# Your instructions
Check every line of the data for the string "lane" and copy the ones that have it.

# Material to process
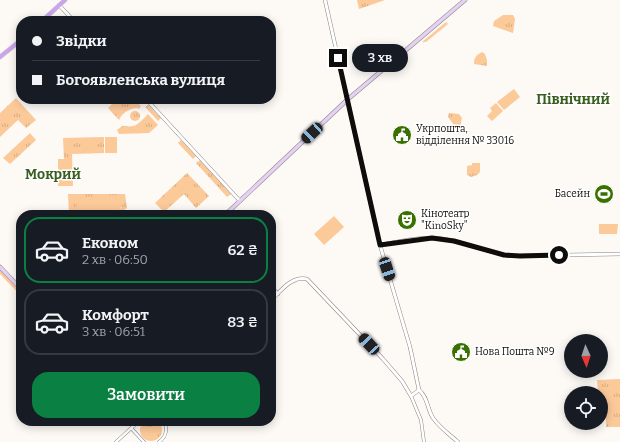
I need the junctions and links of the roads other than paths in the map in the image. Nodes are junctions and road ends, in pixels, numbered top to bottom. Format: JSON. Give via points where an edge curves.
{"nodes":[{"id":1,"x":65,"y":0,"type":"edge"},
{"id":2,"x":324,"y":0,"type":"edge"},
{"id":3,"x":465,"y":0,"type":"edge"},
{"id":4,"x":59,"y":5,"type":"junction"},
{"id":5,"x":47,"y":16,"type":"edge"},
{"id":6,"x":69,"y":16,"type":"edge"},
{"id":7,"x":16,"y":44,"type":"edge"},
{"id":8,"x":0,"y":57,"type":"edge"},
{"id":9,"x":347,"y":100,"type":"junction"},
{"id":10,"x":151,"y":104,"type":"edge"},
{"id":11,"x":240,"y":201,"type":"junction"},
{"id":12,"x":230,"y":210,"type":"edge"},
{"id":13,"x":380,"y":245,"type":"junction"},
{"id":14,"x":620,"y":254,"type":"edge"},
{"id":15,"x":0,"y":267,"type":"edge"},
{"id":16,"x":16,"y":284,"type":"edge"},
{"id":17,"x":278,"y":294,"type":"edge"},
{"id":18,"x":419,"y":390,"type":"junction"},
{"id":19,"x":411,"y":396,"type":"junction"},
{"id":20,"x":133,"y":426,"type":"edge"},
{"id":21,"x":165,"y":426,"type":"edge"},
{"id":22,"x":131,"y":428,"type":"junction"},
{"id":23,"x":116,"y":442,"type":"edge"},
{"id":24,"x":144,"y":442,"type":"edge"},
{"id":25,"x":159,"y":442,"type":"edge"},
{"id":26,"x":424,"y":442,"type":"edge"},
{"id":27,"x":458,"y":442,"type":"edge"}],
"edges":[{"from":1,"to":4,"type":"main road"},
{"from":2,"to":9,"type":"street"},
{"from":3,"to":9,"type":"main road"},
{"from":4,"to":5,"type":"main road"},
{"from":4,"to":6,"type":"street"},
{"from":7,"to":8,"type":"main road"},
{"from":9,"to":11,"type":"main road"},
{"from":9,"to":13,"type":"street"},
{"from":10,"to":11,"type":"street"},
{"from":11,"to":12,"type":"main road"},
{"from":13,"to":14,"type":"street","via":[[432,238],[512,256]]},
{"from":13,"to":18,"type":"street","via":[[410,347]]},
{"from":15,"to":16,"type":"main road"},
{"from":17,"to":19,"type":"street","via":[[290,282],[300,278],[307,279],[383,359]]},
{"from":18,"to":19,"type":"street"},
{"from":18,"to":27,"type":"street","via":[[424,394],[432,417]]},
{"from":19,"to":26,"type":"street","via":[[421,420]]},
{"from":20,"to":22,"type":"street"},
{"from":21,"to":25,"type":"street","via":[[166,431]]},
{"from":22,"to":23,"type":"street"},
{"from":22,"to":24,"type":"street"}]}
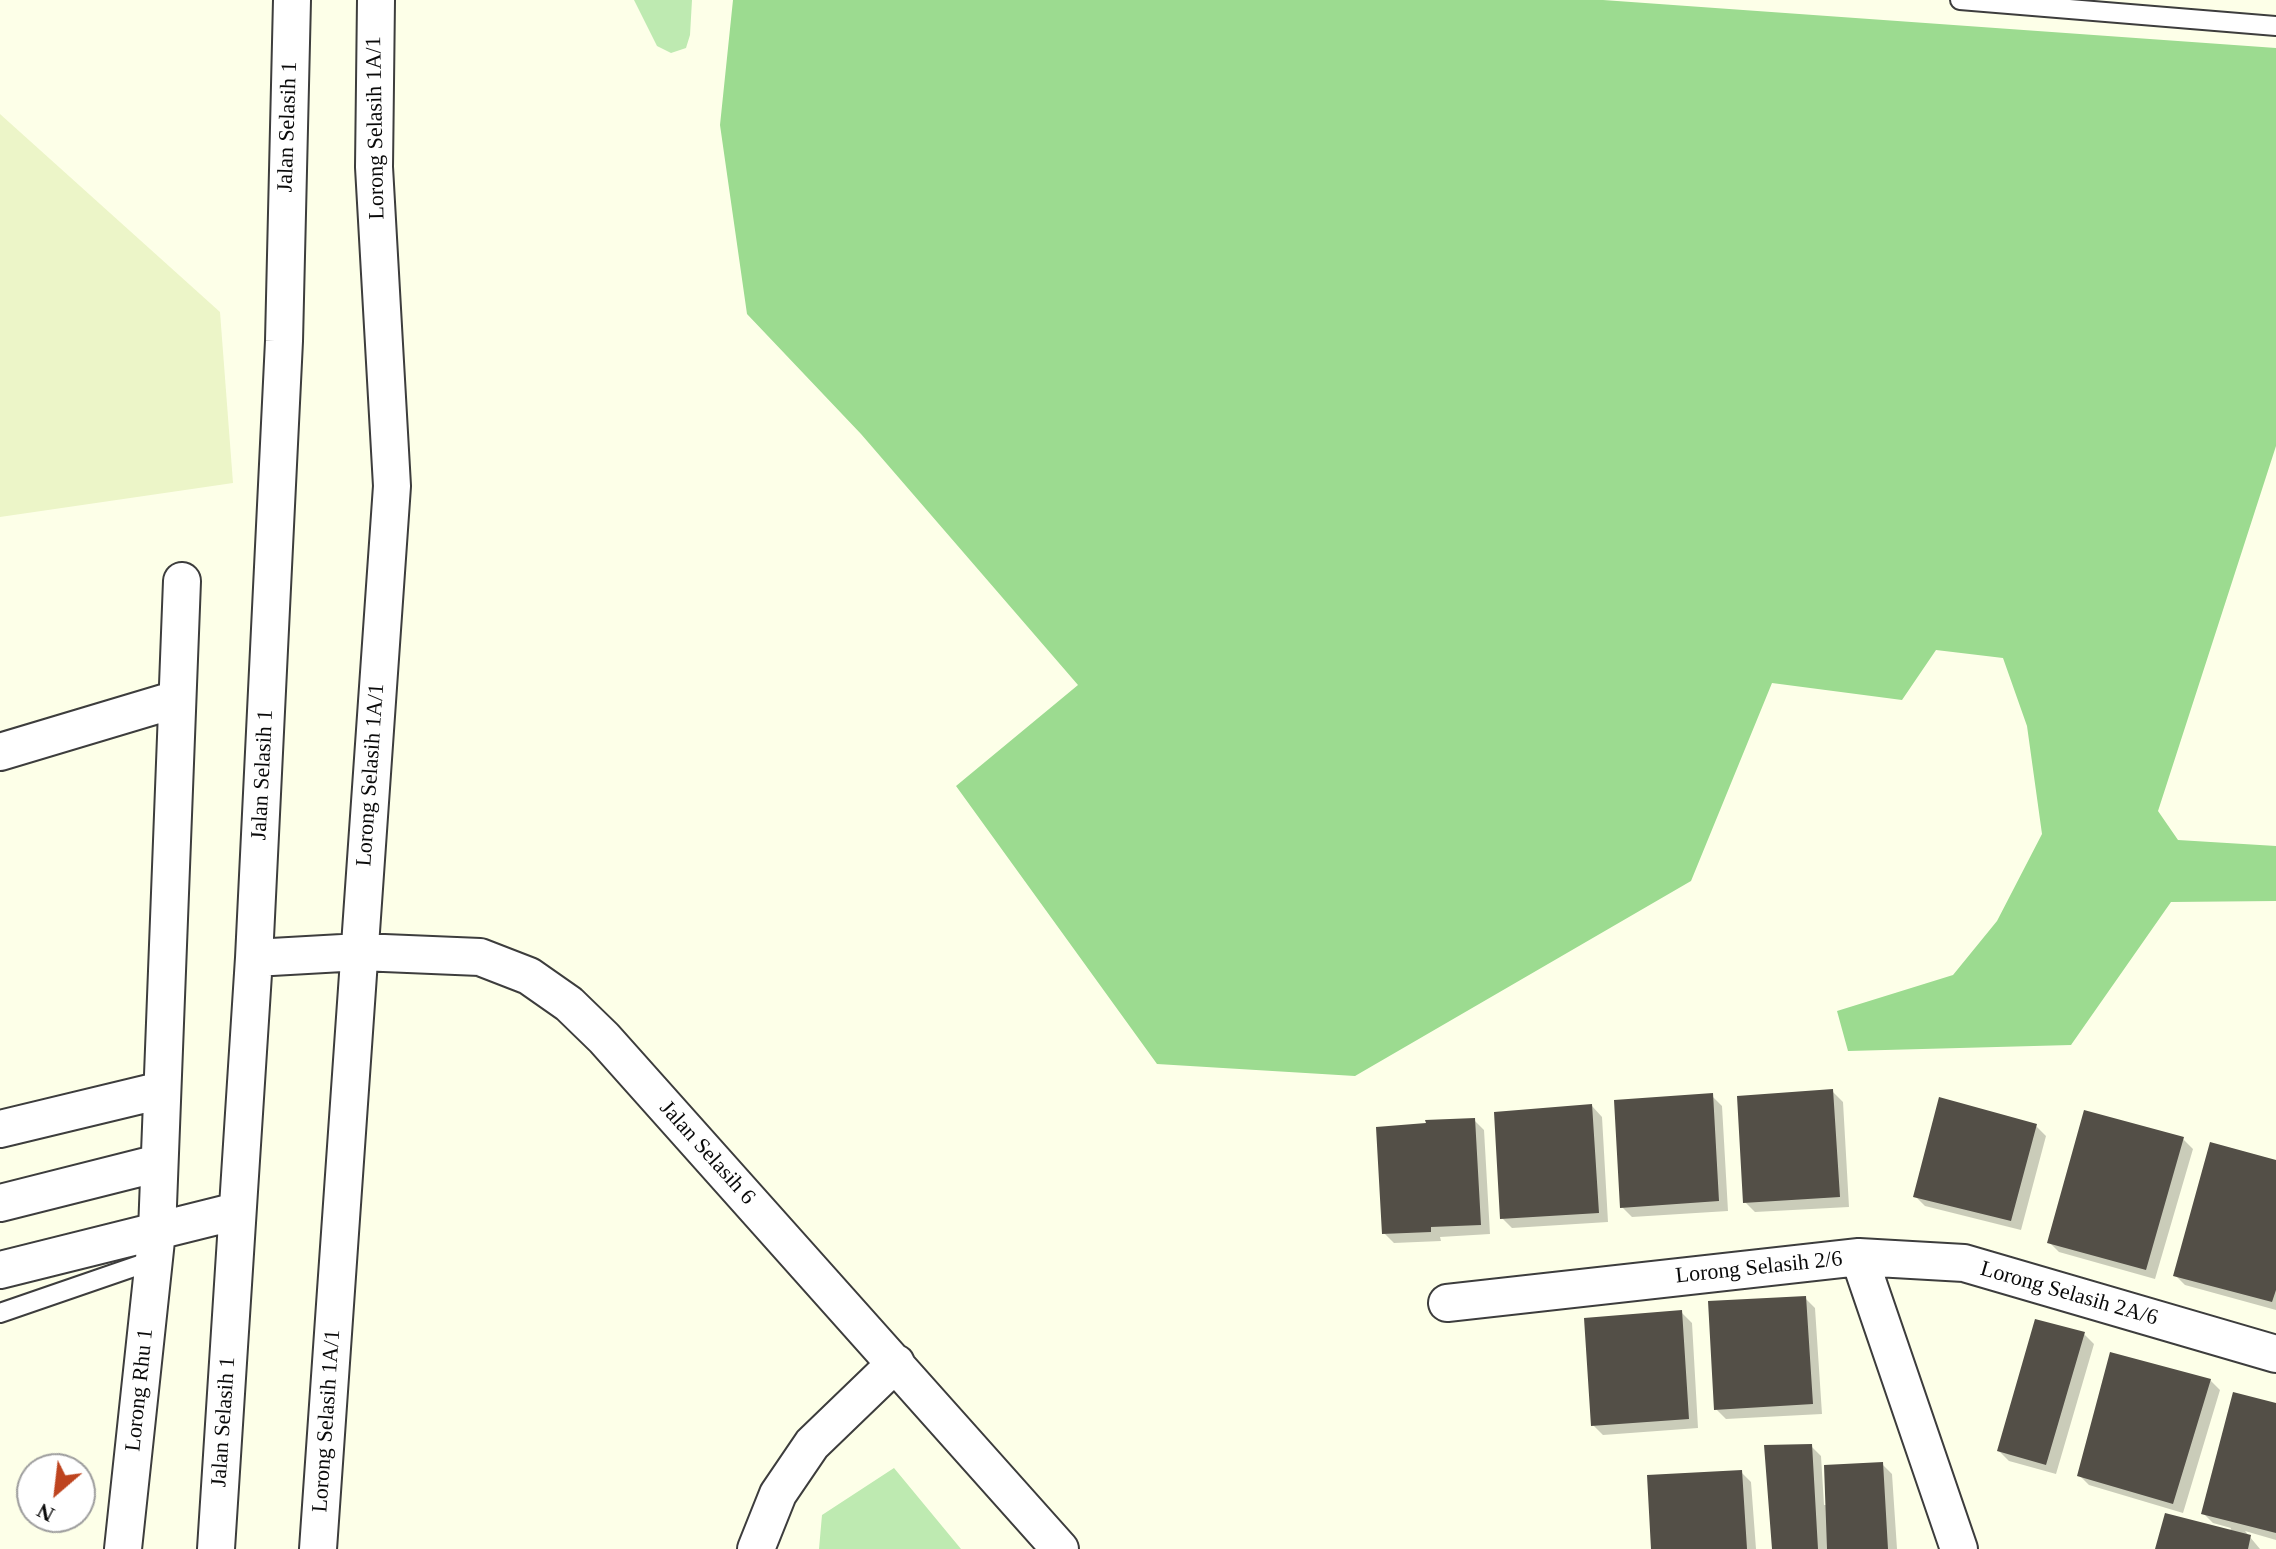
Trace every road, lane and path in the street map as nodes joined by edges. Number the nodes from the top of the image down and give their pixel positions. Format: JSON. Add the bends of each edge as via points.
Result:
{"nodes":[{"id":1,"x":292,"y":0,"type":"edge"},
{"id":2,"x":376,"y":0,"type":"edge"},
{"id":3,"x":1960,"y":0,"type":"edge"},
{"id":4,"x":2276,"y":26,"type":"edge"},
{"id":5,"x":182,"y":581,"type":"dead end"},
{"id":6,"x":177,"y":699,"type":"junction"},
{"id":7,"x":0,"y":752,"type":"edge"},
{"id":8,"x":360,"y":952,"type":"junction"},
{"id":9,"x":254,"y":958,"type":"junction"},
{"id":10,"x":162,"y":1090,"type":"junction"},
{"id":11,"x":0,"y":1129,"type":"edge"},
{"id":12,"x":159,"y":1163,"type":"junction"},
{"id":13,"x":0,"y":1203,"type":"edge"},
{"id":14,"x":237,"y":1211,"type":"junction"},
{"id":15,"x":156,"y":1246,"type":"junction"},
{"id":16,"x":1859,"y":1257,"type":"junction"},
{"id":17,"x":0,"y":1270,"type":"edge"},
{"id":18,"x":1447,"y":1303,"type":"dead end"},
{"id":19,"x":0,"y":1313,"type":"edge"},
{"id":20,"x":2276,"y":1354,"type":"edge"},
{"id":21,"x":896,"y":1363,"type":"junction"},
{"id":22,"x":123,"y":1549,"type":"edge"},
{"id":23,"x":216,"y":1549,"type":"edge"},
{"id":24,"x":318,"y":1549,"type":"edge"},
{"id":25,"x":756,"y":1549,"type":"edge"},
{"id":26,"x":1060,"y":1549,"type":"edge"},
{"id":27,"x":1959,"y":1549,"type":"edge"}],
"edges":[{"from":1,"to":9,"type":"street","name":"Jalan Selasih 1","via":[[284,341]]},
{"from":2,"to":8,"type":"street","name":"Lorong Selasih 1A/1","via":[[374,167],[392,486]]},
{"from":3,"to":4,"type":"lane"},
{"from":5,"to":6,"type":"street","name":"Lorong Rhu 1"},
{"from":6,"to":7,"type":"street"},
{"from":6,"to":10,"type":"street","name":"Lorong Rhu 1"},
{"from":8,"to":9,"type":"street","name":"Jalan Selasih 6"},
{"from":8,"to":21,"type":"street","name":"Jalan Selasih 6","via":[[480,957],[529,976],[569,1004]]},
{"from":8,"to":24,"type":"street","name":"Lorong Selasih 1A/1"},
{"from":9,"to":14,"type":"street","name":"Jalan Selasih 1"},
{"from":10,"to":11,"type":"street"},
{"from":10,"to":12,"type":"street","name":"Lorong Rhu 1"},
{"from":12,"to":13,"type":"street"},
{"from":12,"to":15,"type":"street","name":"Lorong Rhu 1"},
{"from":14,"to":15,"type":"street"},
{"from":14,"to":23,"type":"street","name":"Jalan Selasih 1"},
{"from":15,"to":17,"type":"street"},
{"from":15,"to":19,"type":"lane"},
{"from":15,"to":22,"type":"street","name":"Lorong Rhu 1"},
{"from":16,"to":18,"type":"street","name":"Lorong Selasih 2/6"},
{"from":16,"to":20,"type":"street","name":"Lorong Selasih 2A/6","via":[[1964,1263]]},
{"from":16,"to":27,"type":"street","name":"Lorong Selasih 2/6"},
{"from":21,"to":25,"type":"street","via":[[812,1444],[778,1494]]},
{"from":21,"to":26,"type":"street","name":"Jalan Selasih 6"}]}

# Written solution
Trace every road, lane and path in the street map as nodes joined by edges. Number the nodes from the top of the image down and give their pixel positions. Format: JSON. Add the bends of each edge as via points.
{"from":3,"to":4,"type":"lane"},
{"from":15,"to":19,"type":"lane"},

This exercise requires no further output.